Basic hypertext markup language, or HTML, is quite simple. Instructions abound on the Internet, several good books can also be had, and decent software to help you create HTML pages can be obtained on the Internet for free. Users of Microsoft Word, for instance, can use Microsoft's free Word Assistant, available at (choose "software downloads"). It's also included with the book "Do-It-Yourself Web Publishing with Word" by Asha Dornfest (Sybex, $25).

Step-by-step instructions for creating a Web page are beyond the scope of this column, but some months ago I wrote a column explaining how I created my Web pages, and you can find this by visiting my home page at An advantage of doing it yourself is that updating your pages is easy and free.

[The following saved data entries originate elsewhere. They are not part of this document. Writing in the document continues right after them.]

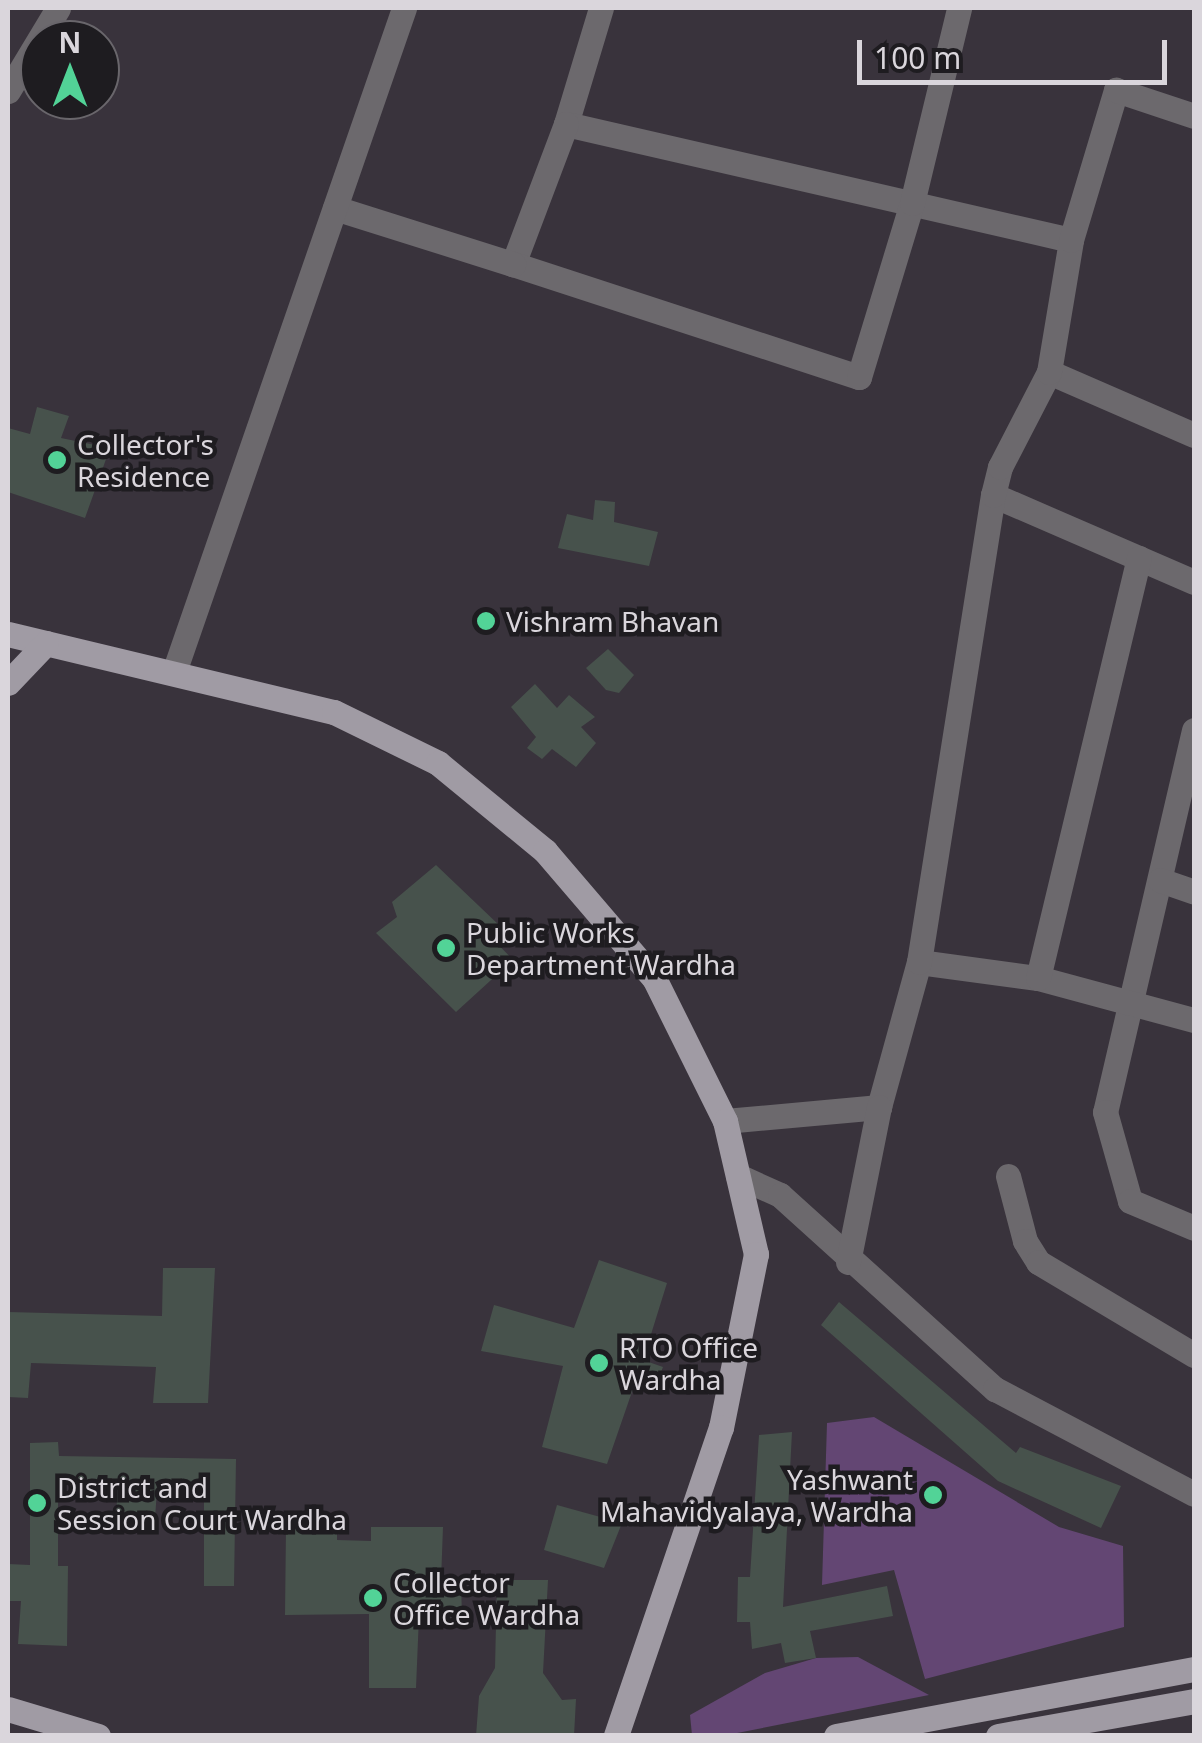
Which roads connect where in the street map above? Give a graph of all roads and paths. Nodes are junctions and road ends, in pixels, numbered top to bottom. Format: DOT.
graph roads {
  1 [pos="58,8"];
  2 [pos="404,8"];
  3 [pos="602,8"];
  4 [pos="959,8"];
  5 [pos="8,91"];
  6 [pos="1194,116"];
  7 [pos="566,124"];
  8 [pos="912,203"];
  9 [pos="334,208"];
  10 [pos="1072,240"];
  11 [pos="513,264"];
  12 [pos="1049,372"];
  13 [pos="1194,432"];
  14 [pos="993,495"];
  15 [pos="1138,558"];
  16 [pos="1194,582"];
  17 [pos="8,634"];
  18 [pos="46,643"];
  19 [pos="174,672"];
  20 [pos="8,683"];
  21 [pos="1194,730"];
  22 [pos="1191,758"];
  23 [pos="1160,880"];
  24 [pos="1194,892"];
  25 [pos="919,962"];
  26 [pos="1038,978"];
  27 [pos="1132,1000"];
  28 [pos="1194,1020"];
  29 [pos="879,1107"];
  30 [pos="725,1122"];
  31 [pos="738,1176"];
  32 [pos="1008,1176"];
  33 [pos="1194,1228"];
  34 [pos="848,1262"];
  35 [pos="1194,1355"];
  36 [pos="1194,1494"];
  37 [pos="1194,1669"];
  38 [pos="1194,1701"];
  39 [pos="8,1710"];
  40 [pos="98,1736"];
  41 [pos="616,1736"];
  42 [pos="836,1736"];
  43 [pos="998,1736"];
  1 -- 5 [label="street"];
  2 -- 9 [label="street"];
  3 -- 7 [label="street"];
  4 -- 8 [label="street"];
  6 -- 10 [label="street"];
  7 -- 8 [label="street"];
  7 -- 11 [label="street"];
  8 -- 10 [label="street"];
  8 -- 11 [label="street"];
  9 -- 11 [label="street"];
  9 -- 19 [label="street"];
  10 -- 12 [label="street"];
  12 -- 13 [label="street"];
  12 -- 14 [label="street"];
  14 -- 15 [label="street"];
  14 -- 25 [label="street"];
  15 -- 16 [label="street"];
  15 -- 26 [label="street"];
  17 -- 18 [label="main road"];
  18 -- 19 [label="main road"];
  18 -- 20 [label="main road"];
  19 -- 30 [label="main road"];
  21 -- 22 [label="street"];
  22 -- 23 [label="street"];
  23 -- 24 [label="street"];
  23 -- 27 [label="street"];
  25 -- 26 [label="street"];
  25 -- 29 [label="street"];
  26 -- 27 [label="street"];
  27 -- 28 [label="street"];
  27 -- 33 [label="street"];
  29 -- 30 [label="street"];
  29 -- 34 [label="street"];
  30 -- 31 [label="main road"];
  31 -- 34 [label="street"];
  31 -- 41 [label="main road"];
  32 -- 35 [label="street"];
  34 -- 36 [label="street"];
  37 -- 42 [label="main road"];
  38 -- 43 [label="main road"];
  39 -- 40 [label="main road"];
}
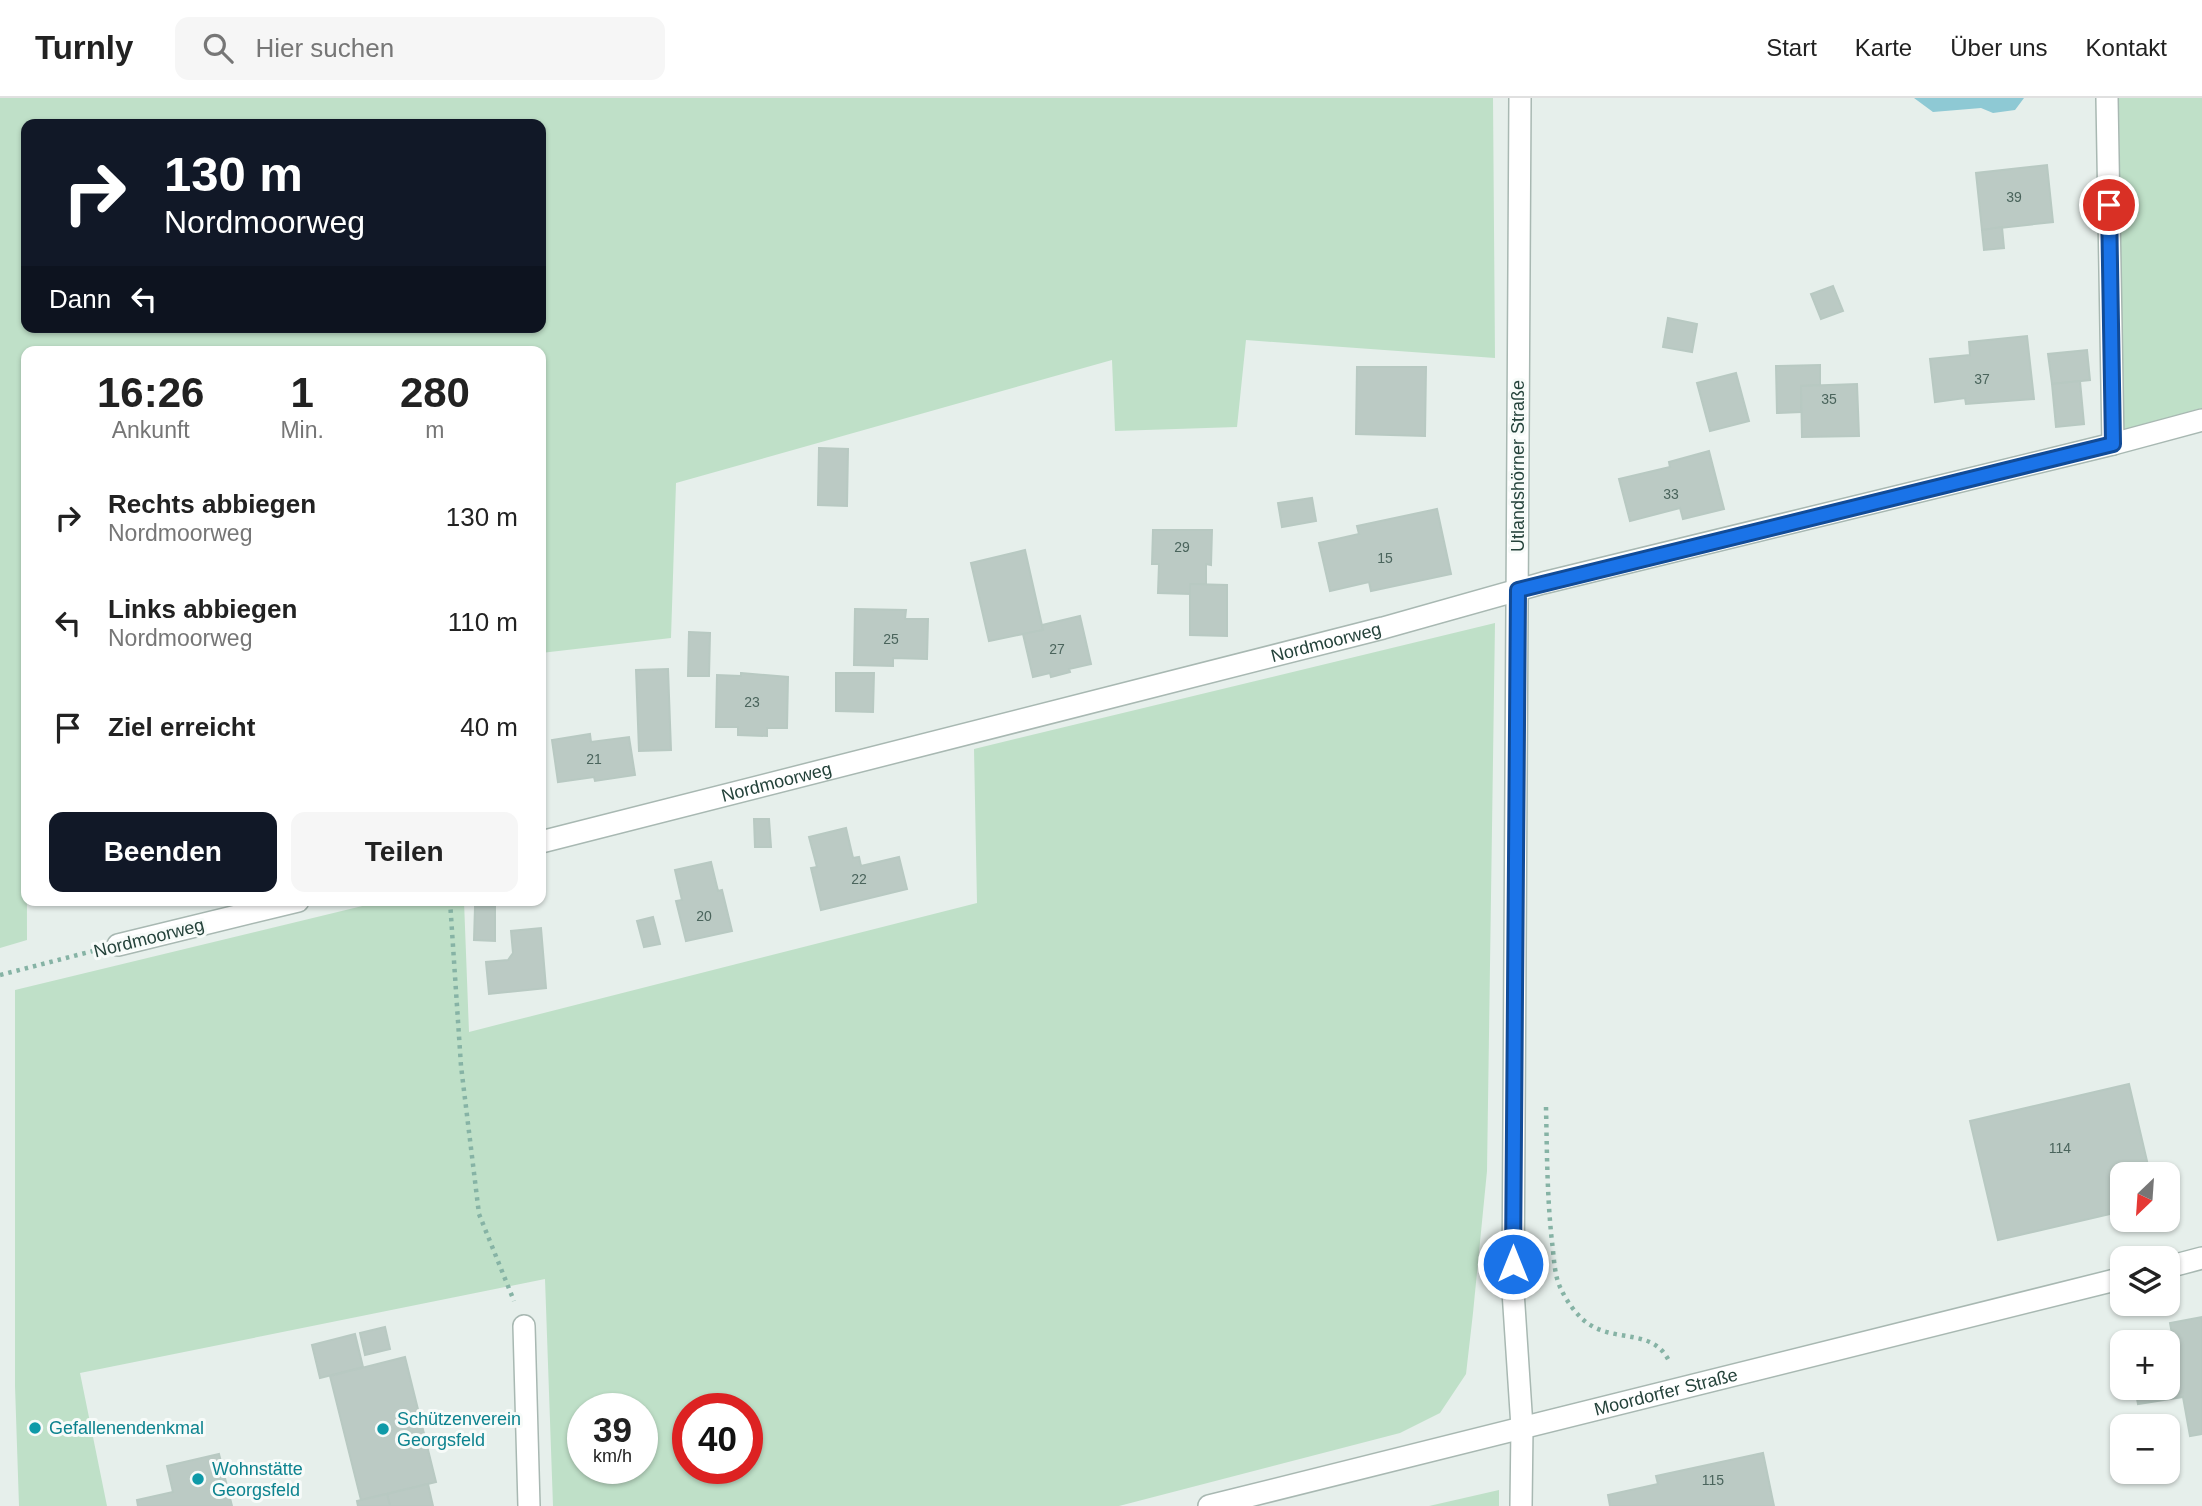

If you don't want to do it yourself, and you follow my advice by focusing on content (read: text), you can hire somebody to do the job for a quite reasonable price. Fees vary (there are high school students doing this), but a friend of mine charges $25 an hour. Assuming graphics are kept to a minimum, I suspect he can knock out a basic home page and several subpages before lunch. Even if your project takes all day, $250 or $300 ought to buy you something reasonable.

Then you'll need someplace for your pages to live--that is, a computer connected to the Internet from which the pages can be reliably accessed. If you're not anticipating a stampede of traffic (and you shouldn't), the cost should be negligible. My pages are included in the $15 a month I pay for an account on the Well. Of course, I'm responsible for any housekeeping associated with them. The main thing is to find someone reliable. Ask if they keep the server in the kitchen, for instance, and if they do, look elsewhere.